Lihat ke Halaman Asli

charles dm

TERVERIFIKASI

charlesemanueldm@gmail.com

Susy Susanti dan Kebangkitan Indonesia di Piala Sudirman 2017

Diperbarui: 20 Mei 2017   15:47

Kompasiana adalah platform blog. Konten ini menjadi tanggung jawab bloger dan tidak mewakili pandangan redaksi Kompas.

Pelepasan kontingen Indonesia ke Piala Sudirman bertepatan dengan HUT PBSI ke-66, 5 Mei lalu/badmintonindonesia.org

Hari ini Indonesia merayakan Hari Kebangkitan Nasional. Kita diajak berkilas balik menuju salah satu potongan sejarah penting yang menentukan keberadaan Indonesia hari ini. Pada 20 Mei 1908 Budi Utomo (Boedi Oetomo disebut pada masa itu) berdiri. Inilah organisasi pemuda yang turut andil membangkitkan semangat dan bergerak menuju Indonesia merdeka.

Sepertinya bukan kebetulan memoriasejarah itu terjadi lagi tahun ini. Di tengah situasi bangsa yang “lesu” karena sebagian besar energi telah tersedot oleh persoalan multidimensional, menyegarkan kembali ingatan pada semangat dan gelora para pemuda masa lalu menjadi penting. Saat simpul-simpul kebhinekaan mulai terancam oleh sentimen primordial dan hasutan murahan untuk menggadai kemajemukan, mengingat lagi peluh, air mata dan darah para pejuang yang bersatu tanpa pandang bulu membuat kita tersadar. NKRI yang bertahan hingga hari ini dibentuk dari peleburan segala egoisme, ambisi, dan serba perbedaan. Kebhinekaan yang dihayati dalam keikaan, tidak dipandang sebagai soal, tetapi berkah.

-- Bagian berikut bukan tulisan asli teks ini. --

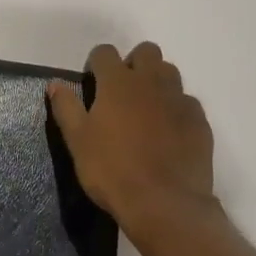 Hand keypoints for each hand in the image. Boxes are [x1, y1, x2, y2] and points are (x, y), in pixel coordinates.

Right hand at [47, 42, 216, 241]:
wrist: (165, 203)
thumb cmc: (112, 170)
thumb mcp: (77, 141)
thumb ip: (66, 107)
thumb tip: (55, 83)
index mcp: (118, 82)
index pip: (105, 52)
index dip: (96, 63)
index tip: (92, 83)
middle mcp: (151, 82)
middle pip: (146, 51)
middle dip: (133, 63)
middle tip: (121, 92)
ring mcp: (179, 100)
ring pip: (170, 72)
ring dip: (156, 81)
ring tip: (145, 109)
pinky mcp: (199, 121)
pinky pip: (187, 102)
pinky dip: (176, 108)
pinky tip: (168, 132) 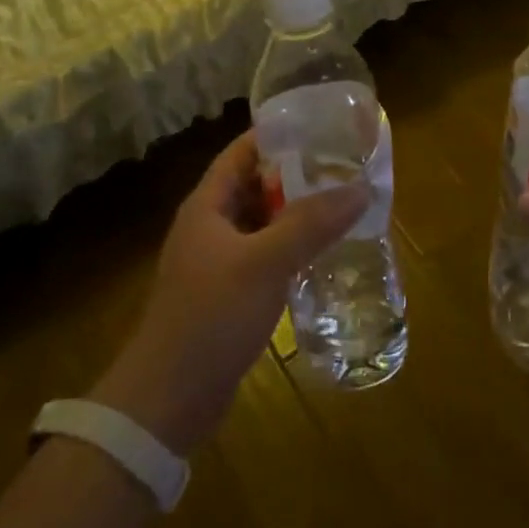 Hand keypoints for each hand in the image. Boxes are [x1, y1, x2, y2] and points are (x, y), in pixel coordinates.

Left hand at [89, 130, 366, 454]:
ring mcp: (217, 262)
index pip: (242, 152)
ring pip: (262, 223)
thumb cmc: (211, 317)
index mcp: (207, 205)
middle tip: (343, 167)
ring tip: (341, 205)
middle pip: (254, 185)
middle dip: (295, 175)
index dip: (277, 134)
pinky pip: (264, 257)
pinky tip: (322, 254)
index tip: (321, 126)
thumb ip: (311, 224)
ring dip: (295, 214)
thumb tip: (360, 188)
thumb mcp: (264, 263)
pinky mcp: (227, 295)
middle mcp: (209, 226)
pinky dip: (290, 249)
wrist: (168, 401)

Di dunia olahraga peringatan hari ini hanya berselang sehari sebelum kejuaraan bulu tangkis beregu paling akbar, Piala Sudirman 2017. Sebanyak 20 pemain masing-masing 10 putra dan 10 putri akan berjibaku, melepas segala atribut SARA (Suku, Agama, Ras dan Golongan), bersatu demi nama Indonesia. Mereka datang ke Gold Coast, Australia dengan satu tujuan, memperjuangkan harkat dan martabat Indonesia.

Sejak 21-28 Mei nanti di Carrara Sport and Leisure Centre, Mohammad Ahsan dan Greysia Polii akan memimpin adik-adiknya membawa pulang Piala Sudirman yang telah dinanti selama 28 tahun. Sejak merebut trofi yang mengambil nama bapak bulu tangkis Indonesia, Dick Sudirman di Istora Senayan pada 29 Mei 1989, Indonesia tidak lagi berjaya. Merah Putih urung berkibar lagi, terkulai di balik dominasi China yang telah mengoleksi 10 gelar, enam edisi terakhir diraih secara beruntun.

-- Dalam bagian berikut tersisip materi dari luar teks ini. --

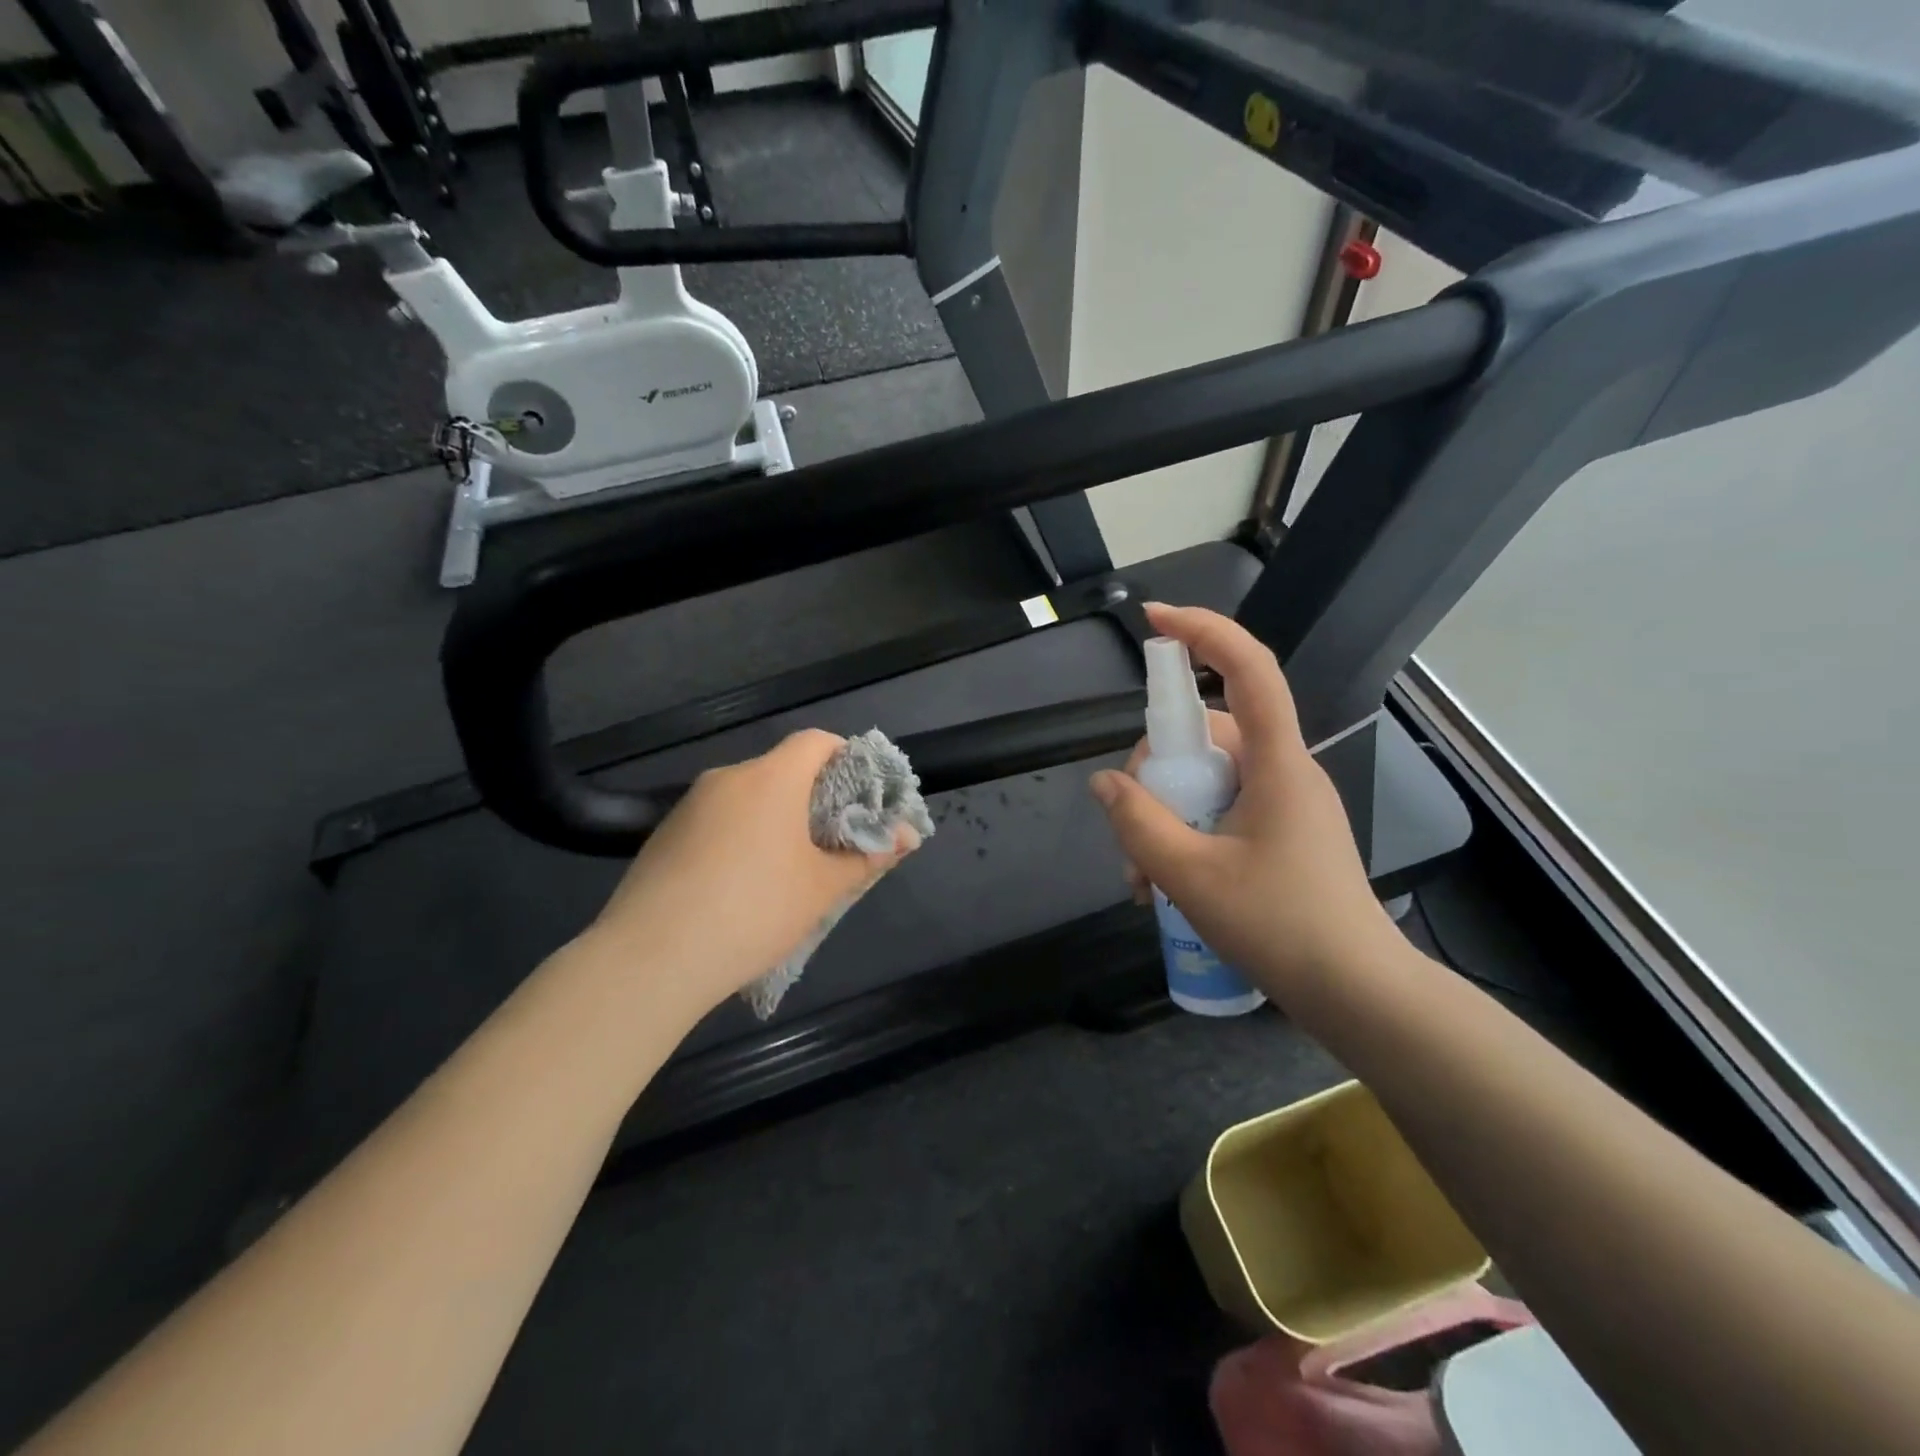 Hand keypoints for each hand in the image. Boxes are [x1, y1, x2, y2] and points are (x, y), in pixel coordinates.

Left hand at [586, 730, 918, 1014]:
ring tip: (786, 872)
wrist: (649, 960)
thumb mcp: (821, 889)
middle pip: (782, 770)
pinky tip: (738, 887)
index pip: (816, 741)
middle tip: (832, 843)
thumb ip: (867, 856)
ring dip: (774, 821)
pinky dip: (739, 838)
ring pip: (747, 798)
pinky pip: (716, 822)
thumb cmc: (752, 911)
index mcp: (770, 779)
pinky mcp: (663, 835)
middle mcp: (728, 778)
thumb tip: (907, 836)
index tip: (861, 797)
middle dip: (813, 799)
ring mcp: (689, 806)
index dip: (846, 759)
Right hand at [1090, 604, 1399, 999]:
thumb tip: (1105, 782)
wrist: (1358, 995)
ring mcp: (1284, 803)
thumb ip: (1139, 824)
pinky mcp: (1281, 833)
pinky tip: (1165, 886)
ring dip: (1165, 816)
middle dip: (1155, 775)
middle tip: (1129, 838)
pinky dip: (1187, 834)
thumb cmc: (1281, 927)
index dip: (1203, 631)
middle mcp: (1283, 770)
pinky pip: (1221, 810)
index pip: (1248, 669)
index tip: (1153, 620)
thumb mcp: (1191, 876)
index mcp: (1276, 762)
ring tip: (1142, 880)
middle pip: (1205, 736)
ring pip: (1207, 781)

Di edisi ke-15 yang mengambil tempat pertama di luar Asia dan Eropa, Indonesia kembali menggantung harapan. Bersama bergerak mengatasi prediksi matematis bahwa Indonesia sudah kalah dalam daftar unggulan dari  China, Denmark dan Jepang. Indonesia akan menghadapi lawan-lawan yang secara individu memiliki rangking jauh lebih tinggi, bahkan membuat nyali Indonesia ciut sebelum bertanding. Bila kita memperhatikan daftar rangking di situs Federasi Bulu Tangkis Dunia, BWF, saat ini, hal ini bukan isapan jempol belaka.

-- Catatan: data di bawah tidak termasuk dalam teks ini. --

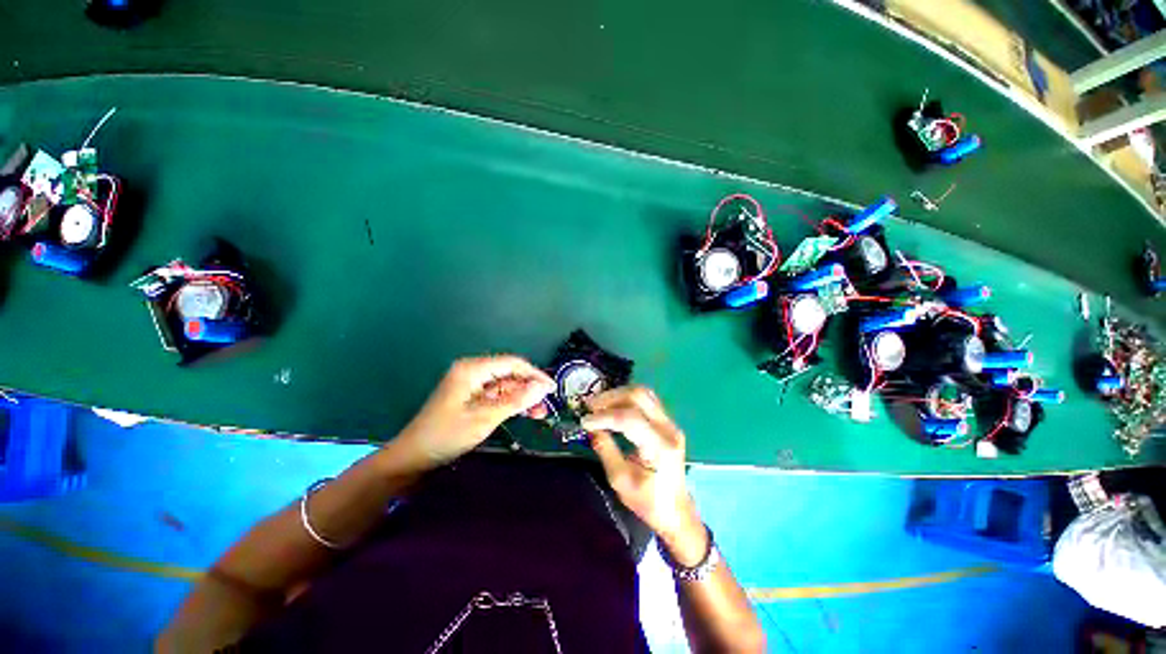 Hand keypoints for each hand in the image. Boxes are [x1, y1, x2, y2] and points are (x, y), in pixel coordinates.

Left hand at [396, 355, 553, 467]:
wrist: (413, 456)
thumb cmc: (447, 435)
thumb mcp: (485, 418)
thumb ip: (516, 401)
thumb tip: (542, 387)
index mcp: (472, 369)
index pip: (512, 363)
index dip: (534, 374)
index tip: (551, 389)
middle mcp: (472, 371)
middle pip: (509, 373)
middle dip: (529, 387)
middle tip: (546, 404)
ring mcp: (471, 384)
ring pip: (505, 385)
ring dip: (521, 397)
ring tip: (539, 412)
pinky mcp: (470, 396)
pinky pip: (496, 394)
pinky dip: (510, 403)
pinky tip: (523, 412)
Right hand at [582, 386, 706, 563]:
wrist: (676, 511)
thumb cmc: (648, 502)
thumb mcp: (620, 481)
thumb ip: (606, 450)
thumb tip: (592, 428)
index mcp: (660, 447)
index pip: (630, 419)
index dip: (605, 416)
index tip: (584, 421)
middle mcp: (668, 428)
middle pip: (638, 396)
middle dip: (610, 398)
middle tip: (589, 406)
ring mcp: (670, 422)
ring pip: (643, 393)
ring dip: (617, 395)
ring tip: (598, 404)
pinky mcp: (667, 422)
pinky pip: (646, 400)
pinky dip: (626, 399)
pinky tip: (612, 406)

Namun ini bukan turnamen perorangan. Semua orang sudah tahu itu. Ini adalah pertarungan bersama. Hasil akhir tidak ditentukan oleh satu dua orang atau pasangan tertentu saja, meski pengaruhnya kadang sangat signifikan. Keberhasilan lebih mengandalkan kolaborasi bersama. Saling mengisi di antara pemain, dan saling menambal di antara sektor.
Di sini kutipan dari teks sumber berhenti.